Jacfomg commented 5 months ago

I was testing for RB so I was running this to reproduce

Which qibocal branch?

Traceback (most recent call last):
  File "/Users/alessandro/Projects/Quantum/qibolab/test.py", line 2, in <module>
    from qibocal.protocols.characterization.randomized_benchmarking.standard_rb import (
ImportError: cannot import name 'random_circuits' from 'qibocal.protocols.characterization.randomized_benchmarking.standard_rb' (/Users/alessandro/Projects/Quantum/qibolab/.venv/lib/python3.11/site-packages/qibocal/protocols/characterization/randomized_benchmarking/standard_rb.py)

Ah sorry, it should work with https://github.com/qiboteam/qibocal/pull/597, but feel free to define any PulseSequence with at least 1 measurament.
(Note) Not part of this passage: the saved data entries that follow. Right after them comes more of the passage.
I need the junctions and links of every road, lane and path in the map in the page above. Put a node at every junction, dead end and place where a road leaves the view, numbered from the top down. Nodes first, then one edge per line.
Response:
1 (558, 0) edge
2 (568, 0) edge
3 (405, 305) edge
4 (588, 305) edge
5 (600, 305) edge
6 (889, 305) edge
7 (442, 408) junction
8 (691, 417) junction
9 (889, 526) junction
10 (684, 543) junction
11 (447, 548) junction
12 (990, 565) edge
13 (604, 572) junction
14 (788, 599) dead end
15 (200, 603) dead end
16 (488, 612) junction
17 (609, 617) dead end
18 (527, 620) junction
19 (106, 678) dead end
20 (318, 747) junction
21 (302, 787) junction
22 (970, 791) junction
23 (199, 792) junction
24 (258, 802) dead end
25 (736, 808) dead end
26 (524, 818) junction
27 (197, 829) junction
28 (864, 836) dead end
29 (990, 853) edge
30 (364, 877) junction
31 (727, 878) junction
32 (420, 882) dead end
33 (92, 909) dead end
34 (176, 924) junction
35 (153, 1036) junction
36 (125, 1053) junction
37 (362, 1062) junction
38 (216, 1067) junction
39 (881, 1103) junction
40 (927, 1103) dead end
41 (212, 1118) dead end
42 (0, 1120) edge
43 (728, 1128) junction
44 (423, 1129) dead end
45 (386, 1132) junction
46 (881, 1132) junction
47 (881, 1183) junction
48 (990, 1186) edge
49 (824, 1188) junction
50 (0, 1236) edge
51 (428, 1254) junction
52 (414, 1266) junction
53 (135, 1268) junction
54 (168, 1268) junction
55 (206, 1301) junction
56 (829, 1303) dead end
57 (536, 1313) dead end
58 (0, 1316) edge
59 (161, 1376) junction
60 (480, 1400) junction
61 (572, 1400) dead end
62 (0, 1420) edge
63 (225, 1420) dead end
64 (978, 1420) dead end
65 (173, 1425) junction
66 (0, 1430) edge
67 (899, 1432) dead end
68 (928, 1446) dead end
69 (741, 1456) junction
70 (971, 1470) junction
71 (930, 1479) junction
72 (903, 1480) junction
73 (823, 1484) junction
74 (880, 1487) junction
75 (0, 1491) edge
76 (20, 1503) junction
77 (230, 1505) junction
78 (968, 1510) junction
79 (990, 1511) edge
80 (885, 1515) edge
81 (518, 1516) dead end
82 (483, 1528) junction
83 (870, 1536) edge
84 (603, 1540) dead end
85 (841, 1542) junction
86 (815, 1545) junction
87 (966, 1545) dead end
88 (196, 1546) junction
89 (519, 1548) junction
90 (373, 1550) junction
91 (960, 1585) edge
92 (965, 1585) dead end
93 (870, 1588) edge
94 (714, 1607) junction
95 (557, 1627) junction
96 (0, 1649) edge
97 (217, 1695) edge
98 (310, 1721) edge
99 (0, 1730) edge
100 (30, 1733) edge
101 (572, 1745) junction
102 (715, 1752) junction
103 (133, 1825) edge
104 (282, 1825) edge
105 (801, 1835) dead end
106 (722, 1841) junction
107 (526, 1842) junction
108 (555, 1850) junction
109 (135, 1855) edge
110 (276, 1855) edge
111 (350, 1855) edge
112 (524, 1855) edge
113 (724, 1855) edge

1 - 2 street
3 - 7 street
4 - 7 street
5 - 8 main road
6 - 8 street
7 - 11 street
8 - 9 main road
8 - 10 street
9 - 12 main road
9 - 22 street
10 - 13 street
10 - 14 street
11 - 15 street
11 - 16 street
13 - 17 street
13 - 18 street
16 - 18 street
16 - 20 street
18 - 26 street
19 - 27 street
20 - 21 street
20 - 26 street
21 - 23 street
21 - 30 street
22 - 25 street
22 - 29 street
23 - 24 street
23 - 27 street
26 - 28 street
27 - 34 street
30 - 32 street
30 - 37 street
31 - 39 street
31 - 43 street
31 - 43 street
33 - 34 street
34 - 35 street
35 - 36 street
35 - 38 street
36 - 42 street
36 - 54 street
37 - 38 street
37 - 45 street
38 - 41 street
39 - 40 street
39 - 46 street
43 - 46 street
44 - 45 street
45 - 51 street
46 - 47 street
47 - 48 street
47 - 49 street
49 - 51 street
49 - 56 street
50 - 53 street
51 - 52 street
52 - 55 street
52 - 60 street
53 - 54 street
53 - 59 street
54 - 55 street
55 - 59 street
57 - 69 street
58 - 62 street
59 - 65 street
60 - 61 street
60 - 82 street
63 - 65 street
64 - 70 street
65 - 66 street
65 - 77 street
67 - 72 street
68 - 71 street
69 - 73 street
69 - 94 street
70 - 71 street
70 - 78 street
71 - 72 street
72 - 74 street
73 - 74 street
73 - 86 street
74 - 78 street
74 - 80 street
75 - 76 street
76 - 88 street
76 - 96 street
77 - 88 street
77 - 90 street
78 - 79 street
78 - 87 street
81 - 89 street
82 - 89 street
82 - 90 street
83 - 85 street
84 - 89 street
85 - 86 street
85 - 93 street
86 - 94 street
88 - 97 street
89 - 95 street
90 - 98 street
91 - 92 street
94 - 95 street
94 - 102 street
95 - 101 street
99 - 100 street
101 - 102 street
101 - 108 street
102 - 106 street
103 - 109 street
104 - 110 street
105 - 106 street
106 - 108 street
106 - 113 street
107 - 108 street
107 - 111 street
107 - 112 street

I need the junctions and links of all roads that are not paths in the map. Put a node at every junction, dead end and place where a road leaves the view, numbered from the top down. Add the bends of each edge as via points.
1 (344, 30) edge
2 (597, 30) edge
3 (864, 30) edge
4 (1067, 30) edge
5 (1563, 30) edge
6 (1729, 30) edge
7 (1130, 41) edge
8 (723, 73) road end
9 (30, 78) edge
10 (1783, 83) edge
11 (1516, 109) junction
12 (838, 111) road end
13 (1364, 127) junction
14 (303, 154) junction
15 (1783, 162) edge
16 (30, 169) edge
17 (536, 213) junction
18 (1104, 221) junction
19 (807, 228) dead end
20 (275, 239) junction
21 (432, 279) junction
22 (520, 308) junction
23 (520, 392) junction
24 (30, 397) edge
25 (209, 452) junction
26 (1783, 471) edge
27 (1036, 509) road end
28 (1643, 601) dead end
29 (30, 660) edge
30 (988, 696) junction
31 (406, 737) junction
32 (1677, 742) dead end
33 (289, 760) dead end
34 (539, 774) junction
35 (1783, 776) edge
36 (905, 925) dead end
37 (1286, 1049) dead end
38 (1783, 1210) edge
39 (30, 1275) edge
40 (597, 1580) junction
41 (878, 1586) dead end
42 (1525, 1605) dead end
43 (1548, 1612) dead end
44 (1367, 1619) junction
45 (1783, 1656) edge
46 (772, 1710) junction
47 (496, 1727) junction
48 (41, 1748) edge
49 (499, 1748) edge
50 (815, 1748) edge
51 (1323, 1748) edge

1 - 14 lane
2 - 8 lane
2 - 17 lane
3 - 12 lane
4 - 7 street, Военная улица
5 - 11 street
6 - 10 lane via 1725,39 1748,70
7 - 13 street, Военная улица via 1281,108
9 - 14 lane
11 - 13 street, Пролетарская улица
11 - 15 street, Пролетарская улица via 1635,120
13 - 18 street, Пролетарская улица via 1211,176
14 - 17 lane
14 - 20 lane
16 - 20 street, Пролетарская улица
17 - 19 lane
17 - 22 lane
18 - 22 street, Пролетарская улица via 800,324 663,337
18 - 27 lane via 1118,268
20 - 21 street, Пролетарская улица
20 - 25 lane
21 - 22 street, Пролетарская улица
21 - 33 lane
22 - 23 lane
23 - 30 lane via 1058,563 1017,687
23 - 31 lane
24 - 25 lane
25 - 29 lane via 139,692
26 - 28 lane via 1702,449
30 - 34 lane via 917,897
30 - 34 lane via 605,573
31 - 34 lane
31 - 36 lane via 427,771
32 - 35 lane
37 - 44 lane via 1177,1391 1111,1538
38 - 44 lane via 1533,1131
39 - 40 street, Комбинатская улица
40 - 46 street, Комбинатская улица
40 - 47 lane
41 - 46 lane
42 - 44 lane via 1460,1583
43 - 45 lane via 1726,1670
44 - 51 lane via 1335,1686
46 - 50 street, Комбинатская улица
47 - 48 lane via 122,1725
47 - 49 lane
This some testing code generating PulseSequences that I reused.

Jacfomg commented 5 months ago

According to your script, the problem was just the variable name (with your full fix the final len() was 3, before it was 1, and with just the loop variable renaming it was 3 again).

If you still observe further issues let me know!

I see, then it was my bad, I forgot to reconnect to the kernel after the change.

alecandido commented 5 months ago

If it's solved, so much the better!

If you could test we have reasonable performances on hardware (as you needed in the first place), then we could just check the coverage and aim to merge.

alecandido commented 5 months ago

@Jacfomg it seems like tests are passing. Would you try to write some more unit tests for the unrolling module?

(testing features in isolation, they only depend on having a PulseSequence as an input, and only the Bounds.update part)

Jacfomg commented 5 months ago

Do we need more complex tests or should this be enough ?

alecandido commented 4 months ago

@stavros11 @hay-k any further opinion on this? change requests?

Otherwise I'd just move forward and merge, we can always iterate and improve.

alecandido commented 4 months ago

Anyway, I’ll just commit the fix (since it’s trivial) and I guess we can merge this after since it is tested on QM and Zurich.

Since the tests are passing, I'm merging.

I would actually like to merge #832 asap. Could you review that @Jacfomg?